> _Your instructions_
Among these records, which lines include "Правдиных"? Copy them out.

> _Records to use_
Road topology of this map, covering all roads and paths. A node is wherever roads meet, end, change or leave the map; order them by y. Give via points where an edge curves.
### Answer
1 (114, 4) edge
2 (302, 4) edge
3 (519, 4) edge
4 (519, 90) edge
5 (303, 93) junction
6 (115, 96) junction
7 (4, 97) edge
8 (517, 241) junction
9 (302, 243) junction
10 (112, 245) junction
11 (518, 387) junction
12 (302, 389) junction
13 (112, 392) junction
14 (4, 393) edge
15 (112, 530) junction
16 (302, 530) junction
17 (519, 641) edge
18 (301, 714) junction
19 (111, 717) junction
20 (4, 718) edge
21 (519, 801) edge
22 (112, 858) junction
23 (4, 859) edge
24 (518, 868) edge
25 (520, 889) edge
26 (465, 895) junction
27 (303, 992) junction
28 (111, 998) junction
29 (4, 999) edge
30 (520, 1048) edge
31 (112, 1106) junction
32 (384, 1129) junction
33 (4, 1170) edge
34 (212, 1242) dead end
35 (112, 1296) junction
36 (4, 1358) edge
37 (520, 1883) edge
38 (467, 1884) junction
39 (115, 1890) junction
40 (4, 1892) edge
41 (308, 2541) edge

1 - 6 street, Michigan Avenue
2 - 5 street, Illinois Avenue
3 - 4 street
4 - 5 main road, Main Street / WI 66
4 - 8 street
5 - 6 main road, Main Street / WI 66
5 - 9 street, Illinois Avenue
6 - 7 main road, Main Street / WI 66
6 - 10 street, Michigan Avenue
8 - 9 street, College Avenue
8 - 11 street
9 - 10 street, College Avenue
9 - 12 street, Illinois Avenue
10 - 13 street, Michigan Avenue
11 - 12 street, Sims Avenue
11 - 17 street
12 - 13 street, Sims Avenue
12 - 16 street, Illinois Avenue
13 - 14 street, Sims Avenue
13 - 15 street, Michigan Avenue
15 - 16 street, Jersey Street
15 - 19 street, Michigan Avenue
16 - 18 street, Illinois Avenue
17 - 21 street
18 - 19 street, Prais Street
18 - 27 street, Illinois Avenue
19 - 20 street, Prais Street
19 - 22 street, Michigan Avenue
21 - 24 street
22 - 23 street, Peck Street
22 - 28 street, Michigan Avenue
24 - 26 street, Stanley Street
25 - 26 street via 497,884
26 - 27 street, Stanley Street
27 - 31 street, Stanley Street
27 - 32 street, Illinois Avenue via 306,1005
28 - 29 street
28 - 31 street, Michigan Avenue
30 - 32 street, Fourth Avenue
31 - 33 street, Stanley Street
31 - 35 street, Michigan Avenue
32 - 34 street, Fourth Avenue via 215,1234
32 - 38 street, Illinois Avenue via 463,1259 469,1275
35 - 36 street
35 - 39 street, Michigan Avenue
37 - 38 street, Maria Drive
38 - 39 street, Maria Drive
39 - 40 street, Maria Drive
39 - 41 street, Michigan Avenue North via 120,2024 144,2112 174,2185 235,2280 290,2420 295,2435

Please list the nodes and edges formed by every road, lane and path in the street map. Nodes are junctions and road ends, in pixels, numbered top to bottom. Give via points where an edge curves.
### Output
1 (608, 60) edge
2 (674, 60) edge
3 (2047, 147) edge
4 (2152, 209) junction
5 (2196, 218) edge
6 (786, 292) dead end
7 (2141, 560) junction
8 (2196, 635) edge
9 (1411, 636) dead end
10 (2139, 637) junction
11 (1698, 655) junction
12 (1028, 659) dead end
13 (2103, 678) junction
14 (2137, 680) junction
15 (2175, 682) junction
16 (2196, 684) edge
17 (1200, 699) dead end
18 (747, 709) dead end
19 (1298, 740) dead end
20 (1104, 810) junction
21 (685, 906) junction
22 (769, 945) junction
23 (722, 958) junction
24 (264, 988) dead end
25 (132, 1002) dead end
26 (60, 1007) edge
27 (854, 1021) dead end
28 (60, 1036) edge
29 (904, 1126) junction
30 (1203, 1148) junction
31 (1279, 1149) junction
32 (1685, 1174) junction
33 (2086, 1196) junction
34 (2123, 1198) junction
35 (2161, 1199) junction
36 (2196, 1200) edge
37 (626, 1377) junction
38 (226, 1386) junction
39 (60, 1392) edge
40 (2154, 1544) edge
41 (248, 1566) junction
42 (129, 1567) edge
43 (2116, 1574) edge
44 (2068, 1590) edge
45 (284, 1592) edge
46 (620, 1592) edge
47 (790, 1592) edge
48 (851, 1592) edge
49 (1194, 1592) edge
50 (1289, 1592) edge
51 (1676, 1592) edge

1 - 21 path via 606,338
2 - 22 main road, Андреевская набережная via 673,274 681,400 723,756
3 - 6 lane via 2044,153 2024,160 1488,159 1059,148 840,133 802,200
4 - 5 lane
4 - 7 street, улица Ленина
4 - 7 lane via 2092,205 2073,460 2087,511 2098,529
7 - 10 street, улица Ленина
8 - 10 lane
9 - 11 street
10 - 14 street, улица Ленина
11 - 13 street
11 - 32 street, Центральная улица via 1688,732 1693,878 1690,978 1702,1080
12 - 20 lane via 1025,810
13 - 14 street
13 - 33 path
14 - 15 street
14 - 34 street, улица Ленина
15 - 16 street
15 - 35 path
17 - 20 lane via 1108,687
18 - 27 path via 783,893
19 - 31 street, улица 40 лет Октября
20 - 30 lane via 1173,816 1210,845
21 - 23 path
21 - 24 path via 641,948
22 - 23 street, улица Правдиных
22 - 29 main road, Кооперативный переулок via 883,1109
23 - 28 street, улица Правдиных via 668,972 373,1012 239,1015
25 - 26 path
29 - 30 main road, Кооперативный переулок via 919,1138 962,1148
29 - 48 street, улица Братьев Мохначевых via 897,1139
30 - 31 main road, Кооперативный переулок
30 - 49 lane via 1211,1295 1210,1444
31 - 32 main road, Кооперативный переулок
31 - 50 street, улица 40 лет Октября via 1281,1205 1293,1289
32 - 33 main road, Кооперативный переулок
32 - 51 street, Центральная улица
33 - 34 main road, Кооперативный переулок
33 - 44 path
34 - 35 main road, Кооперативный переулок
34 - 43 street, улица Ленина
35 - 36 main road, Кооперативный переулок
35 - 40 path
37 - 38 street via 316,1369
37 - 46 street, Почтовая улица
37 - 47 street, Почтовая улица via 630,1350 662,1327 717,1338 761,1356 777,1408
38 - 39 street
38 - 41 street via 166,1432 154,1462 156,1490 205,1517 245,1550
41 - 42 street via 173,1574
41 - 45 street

> _Result of this task_
22 - 23 street, улица Правдиных
23 - 28 street, улица Правдиных via 668,972 373,1012 239,1015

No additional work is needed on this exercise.